RICHARD-MAX TREMBLAY. ÉCLIPSE
October 6, 2022 to January 8, 2023

Curator : Suzanne Pressé

 

© Richard-Max Tremblay, Villa Laroche, 2015, Oil on canvas, 183 x 152 cm - Private collection.
© Richard-Max Tremblay, Villa Laroche, 2015, Oil on canvas, 183 x 152 cm – Private collection.

 

The Musée des beaux-arts de Sherbrooke and the Galerie d’art Antoine-Sirois of the Université de Sherbrooke are joining their expertises to produce a major exhibition of Richard-Max Tremblay, Éclipse, in the fall of 2022.

Curated by Suzanne Pressé, the exhibition will present a new and singular perspective on the past twenty-five years of Richard-Max Tremblay’s paintings and photographs, along with a portrait retrospective.

The title Éclipse is the key to interpreting the exhibition. Meaning temporary disappearance, it suggests how Tremblay’s vision is concerned with representing what is hidden, absence, truth and untruth, what is not shown and what is an obstacle to seeing.

 

© Richard-Max Tremblay, Siège, 2008, Oil on canvas, 152 x 183 cm - Université de Sherbrooke Collection.
© Richard-Max Tremblay, Siège, 2008, Oil on canvas, 152 x 183 cm – Université de Sherbrooke Collection.

Biography of the artist
After completing his academic studies at Goldsmith’s College in London (England), Richard-Max Tremblay has pursued his career both as a painter and a photographer. During the eighties and nineties, numerous exhibitions were held in Quebec and in France, among them, the Canadian Cultural Center in Paris and the Délégation Générale du Québec, also in Paris.

A substantial exhibition of his photographic portraits was held in 2011 at the Montreal Museum of Fine Arts.

His exhibitions Hors champ II (paintings) 2014, and Déboîtements (photography) in 2015 focused on the fragility of memory and archives. Over the last four decades, his work evolved along the notions of the “hidden”, absence, loss, the forgotten.
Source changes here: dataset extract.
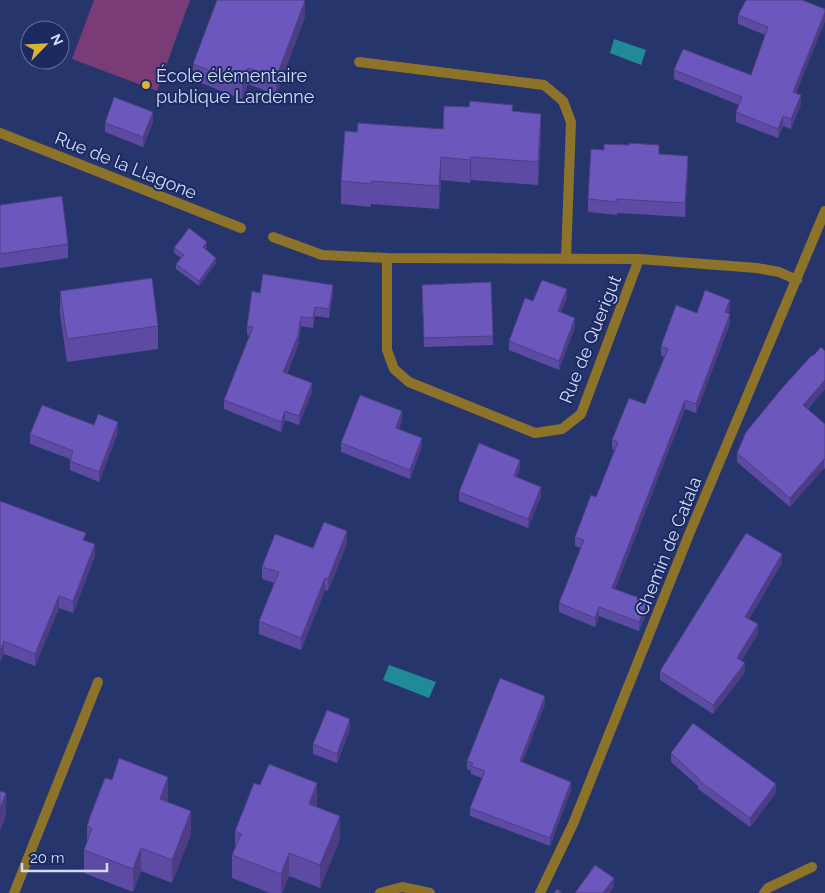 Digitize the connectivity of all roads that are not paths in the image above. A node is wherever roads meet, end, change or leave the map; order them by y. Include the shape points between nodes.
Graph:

In 2014, he is granted the Paris Studio by the Canada Council for the Arts, where he worked also in Berlin and Venice on a project leading to the exhibition Caché, in 2017, at Division Gallery in Montreal. This show presents itself as a synthesis of the artist lifelong preoccupations.

Awarded Prix Louis-Comtois, 2003. Awarded Royal Canadian Academy (RCA) Trust Fund Jury Prize, 2015.